Yakuza is easily a cut-scene heavy adventure. And this is something that annoyed me immediately. The game starts off with a flashback, then jumps to 1995 to show how you got to the point of the flashback. OK, fine, but can I actually play some of the story? It moves toward that with the tutorial fight against mobsters but then it’s back to more cutscene. So the basic structure is lots of story exposition, brief fight, a lot more story exposition, brief fight, story exposition ad nausea. I don’t mind a little bit of cutscenes to move the story along but I want to do more fighting, less watching. Pull me into the game with fantabulous game mechanics; don’t drown me in story.

The story that you do watch unfold is actually pretty good. It’s written well and while the voice acting could use some work, it’s not so bad that you can’t get wrapped up in the saga of Kazuma Kiryu. The fact that most of the soundtrack is in English with obvious syncing issues is interesting. If you care about that kind of thing in games, it will irk you. If you don’t, you won’t even notice it. I’m on the side of not caring. What I did notice was usage of the words f—, f—–, motherf—– and every variation in between. Not that I have a problem with profanity in games. I curse like a drunken sailor on leave so the usage is not an issue, but in a game that supposed to be about Japanese gangsters, it’s in every sentence just about. Or so it seems. The audio loop is crazy in the game, so much so that you’ll hear the same noises repeatedly in the brief time you’re allowed to run about in the district. So I literally was called a f—— 20 times in the tutorial fight. Hilarious.

Kazuma Kiryu's fight mechanics are awkward in Yakuza. Photo courtesy of Gamefaqs.com

The game isn’t exactly pretty either. I had to remind myself that this was a hot property in 2006. It wouldn’t be so bad except for the fact that I’ve seen better from about the same year. I mean, you’ve got Tekken 5, which was released the year before and then you have Yakuza’s visuals. Two different genres, I know, but on the same system. It also handles awkwardly and the repetition of the fight mechanics are disappointing, but it’s not really that bad of a game.

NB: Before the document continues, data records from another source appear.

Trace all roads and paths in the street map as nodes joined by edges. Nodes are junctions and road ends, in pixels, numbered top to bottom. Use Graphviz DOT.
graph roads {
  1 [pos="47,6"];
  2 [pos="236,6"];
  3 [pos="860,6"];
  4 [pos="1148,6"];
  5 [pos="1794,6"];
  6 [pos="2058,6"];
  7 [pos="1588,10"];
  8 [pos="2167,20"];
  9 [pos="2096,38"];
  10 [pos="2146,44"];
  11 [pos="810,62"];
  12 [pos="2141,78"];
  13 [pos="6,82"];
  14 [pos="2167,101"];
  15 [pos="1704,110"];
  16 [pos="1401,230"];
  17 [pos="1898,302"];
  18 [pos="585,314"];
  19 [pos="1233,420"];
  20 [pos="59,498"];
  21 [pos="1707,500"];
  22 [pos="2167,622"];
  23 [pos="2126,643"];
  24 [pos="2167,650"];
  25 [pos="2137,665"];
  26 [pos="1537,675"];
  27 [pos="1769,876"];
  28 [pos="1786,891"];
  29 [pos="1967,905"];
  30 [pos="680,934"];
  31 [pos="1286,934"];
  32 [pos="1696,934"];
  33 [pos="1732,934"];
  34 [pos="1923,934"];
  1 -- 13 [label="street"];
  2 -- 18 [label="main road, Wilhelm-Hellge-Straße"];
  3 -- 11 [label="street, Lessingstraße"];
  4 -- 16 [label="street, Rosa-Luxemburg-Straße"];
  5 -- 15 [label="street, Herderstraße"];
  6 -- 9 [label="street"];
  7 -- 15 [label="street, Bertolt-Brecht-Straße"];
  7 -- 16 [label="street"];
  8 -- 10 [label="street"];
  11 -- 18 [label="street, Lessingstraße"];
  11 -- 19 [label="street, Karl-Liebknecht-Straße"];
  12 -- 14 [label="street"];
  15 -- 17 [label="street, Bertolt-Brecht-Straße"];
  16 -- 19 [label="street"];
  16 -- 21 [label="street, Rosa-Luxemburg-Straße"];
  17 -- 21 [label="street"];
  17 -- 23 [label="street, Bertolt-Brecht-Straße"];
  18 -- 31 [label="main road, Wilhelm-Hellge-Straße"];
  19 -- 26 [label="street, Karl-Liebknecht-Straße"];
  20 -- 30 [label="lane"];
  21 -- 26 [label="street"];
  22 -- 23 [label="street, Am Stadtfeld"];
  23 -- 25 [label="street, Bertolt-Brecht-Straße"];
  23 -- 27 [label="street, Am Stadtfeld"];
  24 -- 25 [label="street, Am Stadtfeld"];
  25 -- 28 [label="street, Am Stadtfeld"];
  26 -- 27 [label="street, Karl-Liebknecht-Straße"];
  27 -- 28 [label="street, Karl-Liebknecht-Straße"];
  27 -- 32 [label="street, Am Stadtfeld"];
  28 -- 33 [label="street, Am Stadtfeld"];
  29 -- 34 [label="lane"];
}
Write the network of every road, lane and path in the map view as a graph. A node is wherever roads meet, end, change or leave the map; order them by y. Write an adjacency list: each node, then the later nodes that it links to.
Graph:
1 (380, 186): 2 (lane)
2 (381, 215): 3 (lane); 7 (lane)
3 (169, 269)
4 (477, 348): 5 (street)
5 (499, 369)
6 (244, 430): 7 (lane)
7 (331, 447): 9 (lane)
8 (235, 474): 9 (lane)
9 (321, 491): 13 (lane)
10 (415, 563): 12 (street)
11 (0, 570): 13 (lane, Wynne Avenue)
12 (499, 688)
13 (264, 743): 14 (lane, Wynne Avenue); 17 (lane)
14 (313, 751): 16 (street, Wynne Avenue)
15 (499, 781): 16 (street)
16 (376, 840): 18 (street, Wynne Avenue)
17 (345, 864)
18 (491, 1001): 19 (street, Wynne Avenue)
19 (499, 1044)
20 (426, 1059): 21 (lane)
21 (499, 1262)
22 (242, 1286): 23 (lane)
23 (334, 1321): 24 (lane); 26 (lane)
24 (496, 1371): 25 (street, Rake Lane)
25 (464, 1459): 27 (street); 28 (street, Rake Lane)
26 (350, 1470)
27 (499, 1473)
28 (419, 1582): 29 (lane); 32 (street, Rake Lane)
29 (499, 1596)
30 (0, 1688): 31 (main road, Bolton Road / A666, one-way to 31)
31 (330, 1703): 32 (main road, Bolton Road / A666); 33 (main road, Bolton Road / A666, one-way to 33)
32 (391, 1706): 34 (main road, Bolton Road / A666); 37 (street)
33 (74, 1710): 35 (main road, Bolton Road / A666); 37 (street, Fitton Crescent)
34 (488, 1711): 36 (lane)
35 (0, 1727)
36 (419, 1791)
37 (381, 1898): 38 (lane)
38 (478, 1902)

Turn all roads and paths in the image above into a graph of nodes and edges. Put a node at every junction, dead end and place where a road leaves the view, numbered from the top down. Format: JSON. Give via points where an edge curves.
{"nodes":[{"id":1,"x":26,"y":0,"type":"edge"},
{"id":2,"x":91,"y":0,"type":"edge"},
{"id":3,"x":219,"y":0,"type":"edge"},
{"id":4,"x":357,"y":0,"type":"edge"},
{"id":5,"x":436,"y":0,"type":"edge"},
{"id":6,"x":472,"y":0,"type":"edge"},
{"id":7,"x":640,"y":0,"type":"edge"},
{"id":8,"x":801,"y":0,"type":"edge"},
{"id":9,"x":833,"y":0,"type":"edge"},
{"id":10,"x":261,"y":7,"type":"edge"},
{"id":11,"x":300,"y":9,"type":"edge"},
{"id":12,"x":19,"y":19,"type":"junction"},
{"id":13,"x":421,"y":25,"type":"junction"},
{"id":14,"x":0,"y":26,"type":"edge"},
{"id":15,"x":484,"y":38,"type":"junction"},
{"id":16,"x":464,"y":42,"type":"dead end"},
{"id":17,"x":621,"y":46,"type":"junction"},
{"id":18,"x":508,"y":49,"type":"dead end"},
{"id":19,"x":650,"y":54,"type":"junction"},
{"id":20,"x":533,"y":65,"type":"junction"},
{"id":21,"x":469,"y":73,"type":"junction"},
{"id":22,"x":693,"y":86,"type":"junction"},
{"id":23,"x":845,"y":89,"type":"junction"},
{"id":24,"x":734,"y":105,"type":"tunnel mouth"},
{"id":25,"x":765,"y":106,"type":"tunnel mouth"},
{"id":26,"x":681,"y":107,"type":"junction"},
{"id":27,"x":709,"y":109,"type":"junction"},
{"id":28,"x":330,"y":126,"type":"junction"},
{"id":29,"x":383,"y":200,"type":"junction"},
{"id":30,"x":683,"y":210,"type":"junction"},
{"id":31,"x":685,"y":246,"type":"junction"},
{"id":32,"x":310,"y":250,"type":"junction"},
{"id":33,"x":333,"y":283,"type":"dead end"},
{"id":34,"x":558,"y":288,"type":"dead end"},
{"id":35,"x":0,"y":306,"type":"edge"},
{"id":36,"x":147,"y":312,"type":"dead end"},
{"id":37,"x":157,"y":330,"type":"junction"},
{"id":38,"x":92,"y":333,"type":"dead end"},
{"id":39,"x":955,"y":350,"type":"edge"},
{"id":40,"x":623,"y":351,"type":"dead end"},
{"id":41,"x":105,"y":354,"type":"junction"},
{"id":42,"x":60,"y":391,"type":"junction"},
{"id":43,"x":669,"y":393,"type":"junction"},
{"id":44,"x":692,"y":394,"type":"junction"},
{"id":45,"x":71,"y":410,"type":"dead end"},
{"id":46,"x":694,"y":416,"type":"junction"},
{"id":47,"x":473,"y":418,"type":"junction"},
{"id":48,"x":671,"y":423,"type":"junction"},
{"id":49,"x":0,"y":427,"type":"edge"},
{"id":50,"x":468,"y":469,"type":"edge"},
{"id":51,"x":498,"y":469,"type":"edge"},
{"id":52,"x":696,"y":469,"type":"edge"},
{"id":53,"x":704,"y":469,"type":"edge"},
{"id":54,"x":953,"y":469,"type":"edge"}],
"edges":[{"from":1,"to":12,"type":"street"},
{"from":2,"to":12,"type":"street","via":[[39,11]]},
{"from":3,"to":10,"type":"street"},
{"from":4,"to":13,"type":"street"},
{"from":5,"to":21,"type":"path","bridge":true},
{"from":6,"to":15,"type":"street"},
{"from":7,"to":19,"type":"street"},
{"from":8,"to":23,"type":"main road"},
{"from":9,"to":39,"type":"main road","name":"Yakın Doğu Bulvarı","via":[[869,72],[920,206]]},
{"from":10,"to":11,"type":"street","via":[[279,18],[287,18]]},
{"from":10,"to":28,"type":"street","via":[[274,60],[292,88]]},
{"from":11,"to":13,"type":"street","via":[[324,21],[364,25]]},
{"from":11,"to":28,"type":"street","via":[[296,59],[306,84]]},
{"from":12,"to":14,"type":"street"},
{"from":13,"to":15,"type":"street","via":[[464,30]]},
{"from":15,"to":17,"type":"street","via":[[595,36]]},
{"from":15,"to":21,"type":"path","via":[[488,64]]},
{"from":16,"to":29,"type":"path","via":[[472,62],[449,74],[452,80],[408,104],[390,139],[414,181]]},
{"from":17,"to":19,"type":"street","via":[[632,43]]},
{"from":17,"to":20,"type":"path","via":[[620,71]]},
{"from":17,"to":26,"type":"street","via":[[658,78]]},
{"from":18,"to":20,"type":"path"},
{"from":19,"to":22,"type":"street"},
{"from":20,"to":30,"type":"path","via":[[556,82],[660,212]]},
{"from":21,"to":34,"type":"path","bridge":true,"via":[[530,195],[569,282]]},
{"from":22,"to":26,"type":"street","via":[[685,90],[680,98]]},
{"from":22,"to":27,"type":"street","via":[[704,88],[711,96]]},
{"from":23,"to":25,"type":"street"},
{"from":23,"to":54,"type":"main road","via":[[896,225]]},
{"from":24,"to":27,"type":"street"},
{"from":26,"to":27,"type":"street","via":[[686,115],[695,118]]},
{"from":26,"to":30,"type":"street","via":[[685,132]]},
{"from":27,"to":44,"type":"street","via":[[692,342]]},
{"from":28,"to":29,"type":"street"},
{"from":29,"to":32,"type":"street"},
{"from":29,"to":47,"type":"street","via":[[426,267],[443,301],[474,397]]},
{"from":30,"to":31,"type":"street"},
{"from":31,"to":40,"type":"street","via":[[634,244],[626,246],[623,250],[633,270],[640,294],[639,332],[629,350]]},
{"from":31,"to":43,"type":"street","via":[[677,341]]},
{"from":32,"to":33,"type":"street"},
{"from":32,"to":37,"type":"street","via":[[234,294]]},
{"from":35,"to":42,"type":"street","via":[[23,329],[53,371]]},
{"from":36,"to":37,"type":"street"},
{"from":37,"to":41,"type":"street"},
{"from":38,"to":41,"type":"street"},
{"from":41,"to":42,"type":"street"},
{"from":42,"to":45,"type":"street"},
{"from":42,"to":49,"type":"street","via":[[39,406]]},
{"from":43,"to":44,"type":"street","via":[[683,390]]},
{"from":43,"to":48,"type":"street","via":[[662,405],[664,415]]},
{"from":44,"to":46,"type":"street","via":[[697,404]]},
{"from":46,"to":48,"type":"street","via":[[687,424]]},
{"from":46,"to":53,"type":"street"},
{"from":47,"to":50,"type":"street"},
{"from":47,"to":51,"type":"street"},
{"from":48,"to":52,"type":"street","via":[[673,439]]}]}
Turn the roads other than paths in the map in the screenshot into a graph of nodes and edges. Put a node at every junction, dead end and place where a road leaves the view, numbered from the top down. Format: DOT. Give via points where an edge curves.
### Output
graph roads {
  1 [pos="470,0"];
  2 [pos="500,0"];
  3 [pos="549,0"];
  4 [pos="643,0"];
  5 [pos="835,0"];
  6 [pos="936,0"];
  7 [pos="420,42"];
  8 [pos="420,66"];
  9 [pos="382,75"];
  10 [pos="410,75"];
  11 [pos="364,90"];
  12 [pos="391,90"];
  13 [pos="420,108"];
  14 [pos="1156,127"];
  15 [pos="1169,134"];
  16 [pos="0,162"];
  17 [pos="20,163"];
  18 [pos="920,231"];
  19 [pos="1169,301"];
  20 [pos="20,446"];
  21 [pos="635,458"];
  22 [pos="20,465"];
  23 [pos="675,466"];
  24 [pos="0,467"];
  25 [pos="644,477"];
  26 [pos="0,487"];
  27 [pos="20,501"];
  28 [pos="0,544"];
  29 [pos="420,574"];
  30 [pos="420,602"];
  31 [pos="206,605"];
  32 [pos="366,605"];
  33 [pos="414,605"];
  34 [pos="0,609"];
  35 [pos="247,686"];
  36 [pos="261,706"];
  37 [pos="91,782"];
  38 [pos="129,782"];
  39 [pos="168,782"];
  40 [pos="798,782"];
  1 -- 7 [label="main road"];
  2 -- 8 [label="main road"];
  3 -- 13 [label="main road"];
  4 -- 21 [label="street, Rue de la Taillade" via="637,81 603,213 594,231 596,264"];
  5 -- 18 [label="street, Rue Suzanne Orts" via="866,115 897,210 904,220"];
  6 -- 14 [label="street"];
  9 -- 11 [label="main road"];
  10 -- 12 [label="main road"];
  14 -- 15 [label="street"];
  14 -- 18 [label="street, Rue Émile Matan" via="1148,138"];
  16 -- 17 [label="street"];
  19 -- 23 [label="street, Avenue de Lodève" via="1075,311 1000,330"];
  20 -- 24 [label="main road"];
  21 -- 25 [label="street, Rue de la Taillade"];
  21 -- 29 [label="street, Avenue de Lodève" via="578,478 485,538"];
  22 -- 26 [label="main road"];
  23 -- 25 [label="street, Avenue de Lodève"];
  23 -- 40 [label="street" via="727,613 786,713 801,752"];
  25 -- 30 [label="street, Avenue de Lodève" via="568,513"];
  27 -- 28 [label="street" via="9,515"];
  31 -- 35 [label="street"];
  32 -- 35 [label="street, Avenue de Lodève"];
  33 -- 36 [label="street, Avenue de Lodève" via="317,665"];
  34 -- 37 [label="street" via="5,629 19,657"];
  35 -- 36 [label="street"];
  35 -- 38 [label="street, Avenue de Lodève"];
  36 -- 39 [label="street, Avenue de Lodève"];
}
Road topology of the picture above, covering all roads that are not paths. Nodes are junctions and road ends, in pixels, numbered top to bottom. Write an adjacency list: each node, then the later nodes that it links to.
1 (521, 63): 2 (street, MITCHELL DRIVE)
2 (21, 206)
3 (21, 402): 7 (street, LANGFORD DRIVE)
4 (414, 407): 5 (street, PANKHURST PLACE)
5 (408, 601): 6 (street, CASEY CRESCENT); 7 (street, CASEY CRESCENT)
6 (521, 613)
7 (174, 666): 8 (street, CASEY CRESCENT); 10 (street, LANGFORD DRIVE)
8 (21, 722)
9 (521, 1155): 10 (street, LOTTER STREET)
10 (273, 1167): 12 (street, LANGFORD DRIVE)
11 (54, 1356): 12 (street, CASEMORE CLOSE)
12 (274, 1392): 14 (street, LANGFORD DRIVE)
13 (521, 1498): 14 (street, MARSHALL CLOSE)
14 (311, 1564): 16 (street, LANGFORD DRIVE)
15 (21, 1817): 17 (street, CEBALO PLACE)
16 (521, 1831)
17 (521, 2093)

Really, the game seems very Crazy Taxi-like in its handling and feel but with more profanity. And so far, I’m enjoying it albeit in a different mindset than something that would be released today. If they’ve fixed this stuff in the sequels, I’m more than open to trying them. I’m a huge fan of Japanese culture and it’s trying to capture that aspect of the seedy underbelly … in a game. I can’t knock Sega for trying.

Verdict: Playable and worth looking for.